* Work to be completed:
Give back the full listing as written. No pictures go with it.

*** Opening Source data ***

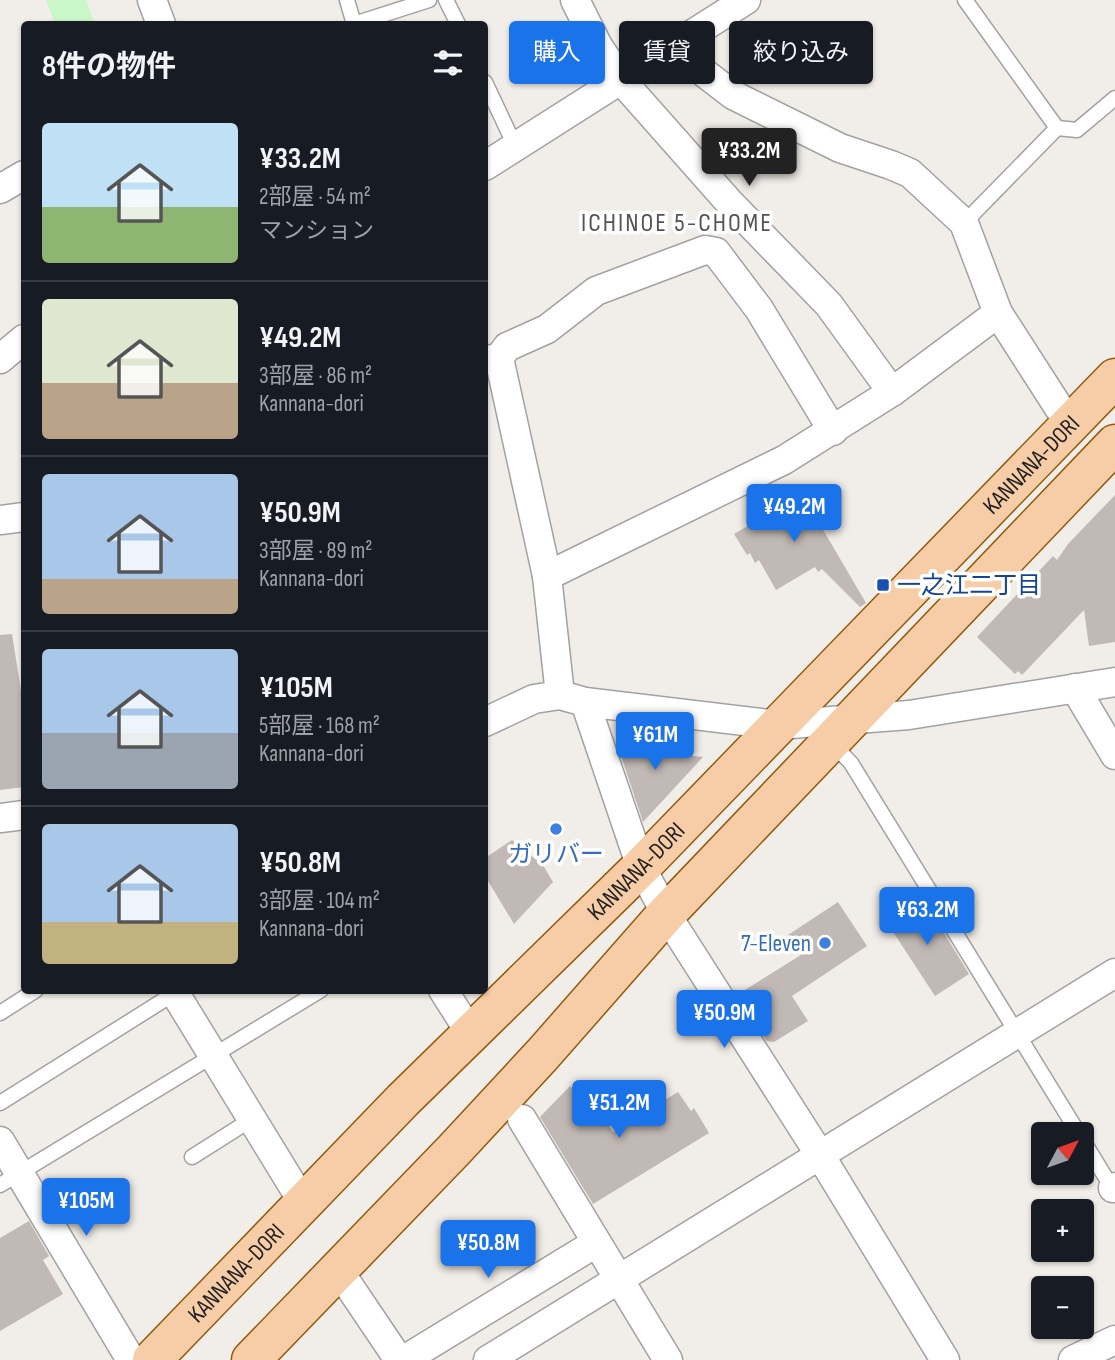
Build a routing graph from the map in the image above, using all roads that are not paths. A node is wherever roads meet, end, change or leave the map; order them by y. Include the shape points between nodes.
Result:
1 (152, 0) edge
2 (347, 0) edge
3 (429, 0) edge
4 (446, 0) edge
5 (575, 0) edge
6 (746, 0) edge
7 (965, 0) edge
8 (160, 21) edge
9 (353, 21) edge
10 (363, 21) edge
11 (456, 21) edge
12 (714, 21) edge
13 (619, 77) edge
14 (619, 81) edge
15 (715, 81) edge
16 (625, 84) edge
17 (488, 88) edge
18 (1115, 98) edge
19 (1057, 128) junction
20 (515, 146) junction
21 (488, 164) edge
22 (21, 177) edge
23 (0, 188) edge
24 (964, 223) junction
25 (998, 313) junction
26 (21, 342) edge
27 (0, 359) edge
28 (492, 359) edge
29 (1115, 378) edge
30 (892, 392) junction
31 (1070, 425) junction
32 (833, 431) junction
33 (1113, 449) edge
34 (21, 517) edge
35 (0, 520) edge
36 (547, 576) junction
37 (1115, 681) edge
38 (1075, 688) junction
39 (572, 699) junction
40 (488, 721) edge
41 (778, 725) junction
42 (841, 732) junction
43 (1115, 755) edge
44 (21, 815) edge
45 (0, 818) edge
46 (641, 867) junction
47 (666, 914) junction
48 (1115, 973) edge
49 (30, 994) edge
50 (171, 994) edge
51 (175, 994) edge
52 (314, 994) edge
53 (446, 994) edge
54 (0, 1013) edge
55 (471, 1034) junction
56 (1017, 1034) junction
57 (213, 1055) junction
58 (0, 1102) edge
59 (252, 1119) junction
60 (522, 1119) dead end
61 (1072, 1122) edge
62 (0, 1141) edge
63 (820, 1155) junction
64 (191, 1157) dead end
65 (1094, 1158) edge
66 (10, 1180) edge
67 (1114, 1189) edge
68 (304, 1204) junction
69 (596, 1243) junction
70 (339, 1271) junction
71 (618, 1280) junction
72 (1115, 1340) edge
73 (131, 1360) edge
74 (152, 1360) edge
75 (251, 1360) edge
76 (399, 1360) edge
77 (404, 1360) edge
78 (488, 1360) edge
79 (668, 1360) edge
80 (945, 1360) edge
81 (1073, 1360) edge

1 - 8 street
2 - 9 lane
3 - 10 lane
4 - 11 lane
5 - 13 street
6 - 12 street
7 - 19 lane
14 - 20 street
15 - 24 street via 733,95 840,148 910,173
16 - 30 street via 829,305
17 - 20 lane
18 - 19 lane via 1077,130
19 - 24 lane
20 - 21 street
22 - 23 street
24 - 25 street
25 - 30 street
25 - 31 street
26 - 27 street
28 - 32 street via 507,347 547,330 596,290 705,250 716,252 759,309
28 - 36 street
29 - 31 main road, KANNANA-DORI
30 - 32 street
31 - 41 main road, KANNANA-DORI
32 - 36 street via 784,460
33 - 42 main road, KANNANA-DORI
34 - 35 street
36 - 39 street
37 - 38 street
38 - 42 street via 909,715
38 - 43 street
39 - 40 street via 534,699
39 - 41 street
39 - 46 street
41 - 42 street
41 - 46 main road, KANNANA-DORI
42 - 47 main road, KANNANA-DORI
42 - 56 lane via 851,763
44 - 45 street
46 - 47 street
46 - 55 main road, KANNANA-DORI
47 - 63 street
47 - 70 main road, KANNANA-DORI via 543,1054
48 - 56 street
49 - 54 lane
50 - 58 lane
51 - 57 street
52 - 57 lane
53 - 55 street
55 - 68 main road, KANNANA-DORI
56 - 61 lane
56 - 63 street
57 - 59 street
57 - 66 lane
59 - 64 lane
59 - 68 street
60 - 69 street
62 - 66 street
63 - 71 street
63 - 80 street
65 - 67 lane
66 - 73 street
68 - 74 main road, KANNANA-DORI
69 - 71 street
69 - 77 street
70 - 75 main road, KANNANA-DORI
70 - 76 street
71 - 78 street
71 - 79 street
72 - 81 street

*** Closing Source data ***

* Task output:
Build a routing graph from the map in the image above, using all roads that are not paths. A node is wherever roads meet, end, change or leave the map; order them by y. Include the shape points between nodes.
Result:
1 (152, 0) edge
2 (347, 0) edge
3 (429, 0) edge
4 (446, 0) edge
5 (575, 0) edge
6 (746, 0) edge
7 (965, 0) edge
8 (160, 21) edge
9 (353, 21) edge
10 (363, 21) edge
11 (456, 21) edge
12 (714, 21) edge
13 (619, 77) edge
14 (619, 81) edge
15 (715, 81) edge
16 (625, 84) edge
17 (488, 88) edge
18 (1115, 98) edge
19 (1057, 128) junction
20 (515, 146) junction
21 (488, 164) edge
22 (21, 177) edge
23 (0, 188) edge
24 (964, 223) junction
25 (998, 313) junction
26 (21, 342) edge
27 (0, 359) edge
28 (492, 359) edge
29 (1115, 378) edge
30 (892, 392) junction
31 (1070, 425) junction
32 (833, 431) junction
33 (1113, 449) edge
34 (21, 517) edge
35 (0, 520) edge
36 (547, 576) junction
37 (1115, 681) edge
38 (1075, 688) junction
39 (572, 699) junction
40 (488, 721) edge
41 (778, 725) junction
42 (841, 732) junction
43 (1115, 755) edge
44 (21, 815) edge
45 (0, 818) edge
46 (641, 867) junction
47 (666, 914) junction
48 (1115, 973) edge
49 (30, 994) edge
50 (171, 994) edge
51 (175, 994) edge
52 (314, 994) edge
53 (446, 994) edge
54 (0, 1013) edge
55 (471, 1034) junction
56 (1017, 1034) junction
57 (213, 1055) junction
58 (0, 1102) edge
59 (252, 1119) junction
60 (522, 1119) dead end
61 (1072, 1122) edge
62 (0, 1141) edge
63 (820, 1155) junction
64 (191, 1157) dead end
65 (1094, 1158) edge
66 (10, 1180) edge
67 (1114, 1189) edge
68 (304, 1204) junction
69 (596, 1243) junction
70 (339, 1271) junction
71 (618, 1280) junction
72 (1115, 1340) edge
73 (131, 1360) edge
74 (152, 1360) edge
75 (251, 1360) edge
76 (399, 1360) edge
77 (404, 1360) edge
78 (488, 1360) edge
79 (668, 1360) edge
80 (945, 1360) edge
81 (1073, 1360) edge

1 - 8 street
2 - 9 lane
3 - 10 lane
4 - 11 lane
5 - 13 street
6 - 12 street
7 - 19 lane
14 - 20 street
15 - 24 street via 733,95 840,148 910,173
16 - 30 street via 829,305
17 - 20 lane
18 - 19 lane via 1077,130
19 - 24 lane
20 - 21 street
22 - 23 street
24 - 25 street
25 - 30 street
25 - 31 street
26 - 27 street
28 - 32 street via 507,347 547,330 596,290 705,250 716,252 759,309
28 - 36 street
29 - 31 main road, KANNANA-DORI
30 - 32 street
31 - 41 main road, KANNANA-DORI
32 - 36 street via 784,460
33 - 42 main road, KANNANA-DORI
34 - 35 street
36 - 39 street
37 - 38 street
38 - 42 street via 909,715
38 - 43 street
39 - 40 street via 534,699
39 - 41 street
39 - 46 street
41 - 42 street
41 - 46 main road, KANNANA-DORI
42 - 47 main road, KANNANA-DORI
42 - 56 lane via 851,763
44 - 45 street
46 - 47 street
46 - 55 main road, KANNANA-DORI
47 - 63 street
47 - 70 main road, KANNANA-DORI via 543,1054
48 - 56 street
49 - 54 lane
50 - 58 lane
51 - 57 street
52 - 57 lane
53 - 55 street
55 - 68 main road, KANNANA-DORI
56 - 61 lane
56 - 63 street
57 - 59 street
57 - 66 lane
59 - 64 lane
59 - 68 street
60 - 69 street
62 - 66 street
63 - 71 street
63 - 80 street
65 - 67 lane
66 - 73 street
68 - 74 main road, KANNANA-DORI
69 - 71 street
69 - 77 street
70 - 75 main road, KANNANA-DORI
70 - 76 street
71 - 78 street
71 - 79 street
72 - 81 street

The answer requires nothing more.